Records for this exercise below:

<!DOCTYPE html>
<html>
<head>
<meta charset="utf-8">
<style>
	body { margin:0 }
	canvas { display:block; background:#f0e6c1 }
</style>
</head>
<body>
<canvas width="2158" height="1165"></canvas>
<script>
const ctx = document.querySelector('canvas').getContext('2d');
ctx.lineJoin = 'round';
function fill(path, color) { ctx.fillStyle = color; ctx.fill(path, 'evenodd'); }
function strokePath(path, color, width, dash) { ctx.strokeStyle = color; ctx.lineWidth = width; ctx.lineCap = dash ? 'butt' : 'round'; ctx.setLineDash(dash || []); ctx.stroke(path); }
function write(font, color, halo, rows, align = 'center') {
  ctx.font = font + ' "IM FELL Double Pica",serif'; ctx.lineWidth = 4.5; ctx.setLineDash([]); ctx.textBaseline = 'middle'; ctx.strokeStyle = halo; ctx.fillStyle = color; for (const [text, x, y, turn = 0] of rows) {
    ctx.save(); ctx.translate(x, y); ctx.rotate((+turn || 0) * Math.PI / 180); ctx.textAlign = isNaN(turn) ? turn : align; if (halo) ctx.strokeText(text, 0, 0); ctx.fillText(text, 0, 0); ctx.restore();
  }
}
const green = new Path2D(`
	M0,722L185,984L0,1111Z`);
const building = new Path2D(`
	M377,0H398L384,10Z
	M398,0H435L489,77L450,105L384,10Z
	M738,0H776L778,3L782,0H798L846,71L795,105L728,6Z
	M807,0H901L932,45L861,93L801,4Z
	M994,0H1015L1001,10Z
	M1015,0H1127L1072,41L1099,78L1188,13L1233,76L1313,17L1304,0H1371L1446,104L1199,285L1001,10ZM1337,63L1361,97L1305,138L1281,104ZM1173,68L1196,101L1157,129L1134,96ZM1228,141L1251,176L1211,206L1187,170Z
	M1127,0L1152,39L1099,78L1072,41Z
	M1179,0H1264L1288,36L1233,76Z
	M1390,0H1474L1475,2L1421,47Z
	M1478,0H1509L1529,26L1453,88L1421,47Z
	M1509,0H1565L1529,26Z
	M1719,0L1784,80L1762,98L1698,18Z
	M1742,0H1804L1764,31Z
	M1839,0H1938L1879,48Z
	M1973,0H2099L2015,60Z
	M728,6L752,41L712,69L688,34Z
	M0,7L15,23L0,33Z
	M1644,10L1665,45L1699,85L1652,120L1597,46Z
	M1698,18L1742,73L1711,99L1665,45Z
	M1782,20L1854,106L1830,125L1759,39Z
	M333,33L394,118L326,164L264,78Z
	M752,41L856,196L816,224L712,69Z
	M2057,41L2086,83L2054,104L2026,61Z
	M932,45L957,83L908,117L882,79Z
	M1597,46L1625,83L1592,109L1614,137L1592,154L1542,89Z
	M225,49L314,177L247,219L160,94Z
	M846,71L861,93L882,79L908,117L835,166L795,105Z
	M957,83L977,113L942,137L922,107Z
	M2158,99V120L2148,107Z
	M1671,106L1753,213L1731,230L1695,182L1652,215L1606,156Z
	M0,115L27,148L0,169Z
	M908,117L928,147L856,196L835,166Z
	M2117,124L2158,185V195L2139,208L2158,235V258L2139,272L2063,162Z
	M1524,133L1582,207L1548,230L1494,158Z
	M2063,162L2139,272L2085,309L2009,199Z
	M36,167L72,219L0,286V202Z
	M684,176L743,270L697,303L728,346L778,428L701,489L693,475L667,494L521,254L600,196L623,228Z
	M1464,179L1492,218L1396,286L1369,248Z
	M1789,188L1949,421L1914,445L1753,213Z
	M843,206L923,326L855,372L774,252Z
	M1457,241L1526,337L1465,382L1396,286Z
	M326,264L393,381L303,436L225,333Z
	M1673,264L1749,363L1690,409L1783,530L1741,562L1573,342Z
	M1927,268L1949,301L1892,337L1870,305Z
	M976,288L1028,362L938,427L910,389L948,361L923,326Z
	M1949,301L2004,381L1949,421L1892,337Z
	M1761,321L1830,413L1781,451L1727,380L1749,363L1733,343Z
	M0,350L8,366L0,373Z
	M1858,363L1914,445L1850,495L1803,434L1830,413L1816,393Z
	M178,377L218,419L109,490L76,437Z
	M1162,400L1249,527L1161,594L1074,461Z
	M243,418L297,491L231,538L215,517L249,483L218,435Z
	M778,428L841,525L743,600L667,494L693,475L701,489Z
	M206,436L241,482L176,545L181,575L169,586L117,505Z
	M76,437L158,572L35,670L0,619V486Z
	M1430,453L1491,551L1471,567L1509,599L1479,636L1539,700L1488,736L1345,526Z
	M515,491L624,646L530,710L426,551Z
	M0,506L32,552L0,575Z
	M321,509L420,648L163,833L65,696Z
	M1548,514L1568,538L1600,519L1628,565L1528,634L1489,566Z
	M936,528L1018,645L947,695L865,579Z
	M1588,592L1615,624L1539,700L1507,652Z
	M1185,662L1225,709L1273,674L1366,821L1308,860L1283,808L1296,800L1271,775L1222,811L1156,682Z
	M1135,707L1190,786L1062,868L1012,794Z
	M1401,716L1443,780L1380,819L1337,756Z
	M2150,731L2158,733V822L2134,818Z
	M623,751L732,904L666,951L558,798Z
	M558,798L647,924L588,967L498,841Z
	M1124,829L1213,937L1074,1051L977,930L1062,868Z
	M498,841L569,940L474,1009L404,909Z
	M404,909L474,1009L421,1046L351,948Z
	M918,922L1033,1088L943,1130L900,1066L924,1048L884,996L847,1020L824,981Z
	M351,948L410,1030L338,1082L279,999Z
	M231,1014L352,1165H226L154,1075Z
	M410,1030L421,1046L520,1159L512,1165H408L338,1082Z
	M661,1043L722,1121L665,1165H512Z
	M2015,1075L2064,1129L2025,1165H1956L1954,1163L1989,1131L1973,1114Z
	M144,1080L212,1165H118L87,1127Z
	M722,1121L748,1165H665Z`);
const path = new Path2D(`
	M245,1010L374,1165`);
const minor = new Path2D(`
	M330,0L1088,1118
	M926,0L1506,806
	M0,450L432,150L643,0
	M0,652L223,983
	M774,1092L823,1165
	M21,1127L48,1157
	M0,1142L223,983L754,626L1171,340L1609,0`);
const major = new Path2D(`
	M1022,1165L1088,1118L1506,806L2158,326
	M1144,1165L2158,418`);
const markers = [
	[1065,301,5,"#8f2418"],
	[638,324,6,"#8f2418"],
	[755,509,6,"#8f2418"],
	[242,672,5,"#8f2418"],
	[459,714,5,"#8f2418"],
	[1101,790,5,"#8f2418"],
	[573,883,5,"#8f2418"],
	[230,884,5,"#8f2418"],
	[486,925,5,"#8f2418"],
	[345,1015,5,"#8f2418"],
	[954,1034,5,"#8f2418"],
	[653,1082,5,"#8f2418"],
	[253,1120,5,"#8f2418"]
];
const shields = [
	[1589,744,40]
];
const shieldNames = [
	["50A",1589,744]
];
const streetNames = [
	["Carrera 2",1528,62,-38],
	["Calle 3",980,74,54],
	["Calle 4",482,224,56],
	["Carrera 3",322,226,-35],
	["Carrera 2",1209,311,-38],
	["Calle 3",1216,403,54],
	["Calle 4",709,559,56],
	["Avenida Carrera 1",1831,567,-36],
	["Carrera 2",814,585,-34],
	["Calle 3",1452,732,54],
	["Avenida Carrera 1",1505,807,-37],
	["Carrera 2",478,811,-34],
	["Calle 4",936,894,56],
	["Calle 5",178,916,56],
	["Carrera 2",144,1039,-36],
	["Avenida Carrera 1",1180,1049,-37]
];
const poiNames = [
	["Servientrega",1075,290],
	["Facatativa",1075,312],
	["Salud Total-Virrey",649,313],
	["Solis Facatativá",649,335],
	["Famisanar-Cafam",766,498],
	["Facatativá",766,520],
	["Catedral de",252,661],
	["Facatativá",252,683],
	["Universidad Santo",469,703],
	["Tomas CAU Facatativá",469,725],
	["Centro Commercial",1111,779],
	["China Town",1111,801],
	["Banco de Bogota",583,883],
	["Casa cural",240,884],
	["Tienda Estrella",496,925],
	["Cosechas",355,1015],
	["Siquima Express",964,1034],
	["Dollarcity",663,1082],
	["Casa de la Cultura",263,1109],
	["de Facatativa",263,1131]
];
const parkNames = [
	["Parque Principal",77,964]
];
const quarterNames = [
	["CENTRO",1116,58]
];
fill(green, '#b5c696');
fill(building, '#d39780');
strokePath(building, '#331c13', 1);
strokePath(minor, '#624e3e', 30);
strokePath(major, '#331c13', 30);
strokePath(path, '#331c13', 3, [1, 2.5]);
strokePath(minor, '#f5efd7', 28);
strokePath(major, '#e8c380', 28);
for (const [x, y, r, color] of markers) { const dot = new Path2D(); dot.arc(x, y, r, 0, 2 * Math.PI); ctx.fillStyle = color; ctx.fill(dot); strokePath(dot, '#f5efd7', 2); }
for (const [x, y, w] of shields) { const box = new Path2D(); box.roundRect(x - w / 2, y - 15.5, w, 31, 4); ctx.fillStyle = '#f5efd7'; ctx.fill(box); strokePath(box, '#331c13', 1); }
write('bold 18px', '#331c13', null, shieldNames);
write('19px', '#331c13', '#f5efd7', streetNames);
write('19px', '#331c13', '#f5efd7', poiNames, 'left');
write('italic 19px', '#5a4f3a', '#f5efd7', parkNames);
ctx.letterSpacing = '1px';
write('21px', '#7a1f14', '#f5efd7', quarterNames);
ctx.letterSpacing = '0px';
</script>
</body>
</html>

End of Records for this exercise.

Aim of the task: Give an exact copy of the lines above, from the top of the records to the line that contains "M0,115L27,148L0,169Z", taking in both ends.

Task solution:
<!DOCTYPE html>
<html>
<head>
<meta charset="utf-8">
<style>
	body { margin:0 }
	canvas { display:block; background:#f0e6c1 }
</style>
</head>
<body>
<canvas width="2158" height="1165"></canvas>
<script>
const ctx = document.querySelector('canvas').getContext('2d');
ctx.lineJoin = 'round';
function fill(path, color) { ctx.fillStyle = color; ctx.fill(path, 'evenodd'); }
function strokePath(path, color, width, dash) { ctx.strokeStyle = color; ctx.lineWidth = width; ctx.lineCap = dash ? 'butt' : 'round'; ctx.setLineDash(dash || []); ctx.stroke(path); }
function write(font, color, halo, rows, align = 'center') {
  ctx.font = font + ' "IM FELL Double Pica",serif'; ctx.lineWidth = 4.5; ctx.setLineDash([]); ctx.textBaseline = 'middle'; ctx.strokeStyle = halo; ctx.fillStyle = color; for (const [text, x, y, turn = 0] of rows) {
    ctx.save(); ctx.translate(x, y); ctx.rotate((+turn || 0) * Math.PI / 180); ctx.textAlign = isNaN(turn) ? turn : align; if (halo) ctx.strokeText(text, 0, 0); ctx.fillText(text, 0, 0); ctx.restore();
  }
}
const green = new Path2D(`
	M0,722L185,984L0,1111Z`);
const building = new Path2D(`
	M377,0H398L384,10Z
	M398,0H435L489,77L450,105L384,10Z
	M738,0H776L778,3L782,0H798L846,71L795,105L728,6Z
	M807,0H901L932,45L861,93L801,4Z
	M994,0H1015L1001,10Z
	M1015,0H1127L1072,41L1099,78L1188,13L1233,76L1313,17L1304,0H1371L1446,104L1199,285L1001,10ZM1337,63L1361,97L1305,138L1281,104ZM1173,68L1196,101L1157,129L1134,96ZM1228,141L1251,176L1211,206L1187,170Z
	M1127,0L1152,39L1099,78L1072,41Z
	M1179,0H1264L1288,36L1233,76Z
	M1390,0H1474L1475,2L1421,47Z
	M1478,0H1509L1529,26L1453,88L1421,47Z
	M1509,0H1565L1529,26Z
	M1719,0L1784,80L1762,98L1698,18Z
	M1742,0H1804L1764,31Z
	M1839,0H1938L1879,48Z
	M1973,0H2099L2015,60Z
	M728,6L752,41L712,69L688,34Z
	M0,7L15,23L0,33Z
	M1644,10L1665,45L1699,85L1652,120L1597,46Z
	M1698,18L1742,73L1711,99L1665,45Z
	M1782,20L1854,106L1830,125L1759,39Z
	M333,33L394,118L326,164L264,78Z
	M752,41L856,196L816,224L712,69Z
	M2057,41L2086,83L2054,104L2026,61Z
	M932,45L957,83L908,117L882,79Z
	M1597,46L1625,83L1592,109L1614,137L1592,154L1542,89Z
	M225,49L314,177L247,219L160,94Z
	M846,71L861,93L882,79L908,117L835,166L795,105Z
	M957,83L977,113L942,137L922,107Z
	M2158,99V120L2148,107Z
	M1671,106L1753,213L1731,230L1695,182L1652,215L1606,156Z
	M0,115L27,148L0,169Z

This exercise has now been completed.